By The Chipkie Team, Personal Finance Editorial Team · Last updated 15 June 2026
If you’re weighing up the true cost of borrowing from a relative versus walking into a bank, comparing a family loan against a personal loan rate is one of the most consequential financial decisions you’ll make in 2025. The difference can amount to thousands of pounds over the life of the debt — but the cheapest option on paper isn’t always the smartest choice when you factor in tax rules, relationship risk, and legal enforceability.
With average UK personal loan rates hovering around 7% for a typical borrower, and family lending often happening at zero or near-zero interest, the arithmetic seems obvious. Yet the picture is far more nuanced than most guides suggest. Here’s what you genuinely need to know.
Key Takeaways
- A family loan can save the borrower thousands in interest compared to a bank personal loan, but it must be structured correctly to avoid HMRC treating the arrangement as a gift.
- According to the Bank of England, the average annual percentage rate on a £10,000 unsecured personal loan was approximately 7.2% in early 2025 — zero interest family borrowing eliminates this cost entirely.

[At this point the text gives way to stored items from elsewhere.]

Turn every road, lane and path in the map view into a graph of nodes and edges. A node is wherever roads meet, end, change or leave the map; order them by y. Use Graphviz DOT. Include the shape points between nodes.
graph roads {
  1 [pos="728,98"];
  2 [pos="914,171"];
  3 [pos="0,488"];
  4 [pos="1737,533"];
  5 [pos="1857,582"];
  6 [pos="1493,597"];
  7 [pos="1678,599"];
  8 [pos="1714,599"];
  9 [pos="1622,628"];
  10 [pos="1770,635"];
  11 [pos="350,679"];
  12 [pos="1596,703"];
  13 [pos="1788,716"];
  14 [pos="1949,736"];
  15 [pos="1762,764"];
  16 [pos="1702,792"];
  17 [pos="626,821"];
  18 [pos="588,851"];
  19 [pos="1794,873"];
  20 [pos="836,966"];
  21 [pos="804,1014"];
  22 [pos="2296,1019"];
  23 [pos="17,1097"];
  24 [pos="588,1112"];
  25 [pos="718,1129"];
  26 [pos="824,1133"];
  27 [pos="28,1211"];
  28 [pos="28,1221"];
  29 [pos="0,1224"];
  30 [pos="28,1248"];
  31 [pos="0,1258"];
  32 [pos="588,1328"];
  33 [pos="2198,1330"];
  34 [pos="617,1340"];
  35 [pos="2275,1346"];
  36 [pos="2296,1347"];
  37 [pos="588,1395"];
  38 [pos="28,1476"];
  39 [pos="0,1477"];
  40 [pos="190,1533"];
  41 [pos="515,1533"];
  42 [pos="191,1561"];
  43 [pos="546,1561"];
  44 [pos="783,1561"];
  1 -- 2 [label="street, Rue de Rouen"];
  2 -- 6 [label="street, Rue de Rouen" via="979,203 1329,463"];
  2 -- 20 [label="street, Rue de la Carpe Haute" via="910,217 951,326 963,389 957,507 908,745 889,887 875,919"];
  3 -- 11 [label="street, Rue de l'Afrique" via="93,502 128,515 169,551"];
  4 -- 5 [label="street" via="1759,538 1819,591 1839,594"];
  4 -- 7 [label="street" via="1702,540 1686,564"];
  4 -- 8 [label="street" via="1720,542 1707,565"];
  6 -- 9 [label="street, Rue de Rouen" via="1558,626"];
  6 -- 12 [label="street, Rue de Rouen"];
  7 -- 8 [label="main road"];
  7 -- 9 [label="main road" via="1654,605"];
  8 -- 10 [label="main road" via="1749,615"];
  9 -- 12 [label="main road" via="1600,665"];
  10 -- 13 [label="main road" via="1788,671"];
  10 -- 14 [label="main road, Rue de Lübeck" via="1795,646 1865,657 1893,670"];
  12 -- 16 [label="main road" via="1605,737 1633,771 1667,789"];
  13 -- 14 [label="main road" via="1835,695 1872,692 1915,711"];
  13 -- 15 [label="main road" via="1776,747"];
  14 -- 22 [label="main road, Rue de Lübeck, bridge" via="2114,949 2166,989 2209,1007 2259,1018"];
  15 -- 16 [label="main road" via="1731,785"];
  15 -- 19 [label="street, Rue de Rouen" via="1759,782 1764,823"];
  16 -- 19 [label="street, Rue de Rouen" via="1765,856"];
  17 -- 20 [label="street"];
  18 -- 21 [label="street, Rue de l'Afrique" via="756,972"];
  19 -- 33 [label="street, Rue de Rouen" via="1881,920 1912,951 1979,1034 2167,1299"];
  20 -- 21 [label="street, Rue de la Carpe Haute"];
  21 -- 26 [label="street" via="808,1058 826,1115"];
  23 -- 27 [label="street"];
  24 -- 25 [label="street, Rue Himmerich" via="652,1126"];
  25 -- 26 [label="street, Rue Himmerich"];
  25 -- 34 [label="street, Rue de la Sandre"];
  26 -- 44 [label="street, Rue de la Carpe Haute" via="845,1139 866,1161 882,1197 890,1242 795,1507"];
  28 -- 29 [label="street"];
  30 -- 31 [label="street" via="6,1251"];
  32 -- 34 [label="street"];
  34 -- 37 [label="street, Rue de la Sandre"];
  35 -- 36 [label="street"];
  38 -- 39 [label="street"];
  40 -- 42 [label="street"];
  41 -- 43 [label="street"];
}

- Family loans are not regulated by the FCA, meaning the borrower loses statutory protections like cooling-off periods and the right to complain to the Financial Ombudsman.
- A written loan agreement — ideally executed as a deed for a 12-year limitation period — is essential to protect both parties legally and financially.
- If the family lender charges interest, they must declare it as income to HMRC; if they charge nothing, potential inheritance tax implications arise on loans above the nil-rate band.
How do family loan and personal loan rates actually compare in 2025?
In 2025, a typical unsecured personal loan from a UK high-street lender charges between 3.5% APR for borrowers with excellent credit scores and over 20% APR for those with thinner credit files. By contrast, most family loans carry zero or token interest, making the personal loan cost comparison stark — particularly on larger sums.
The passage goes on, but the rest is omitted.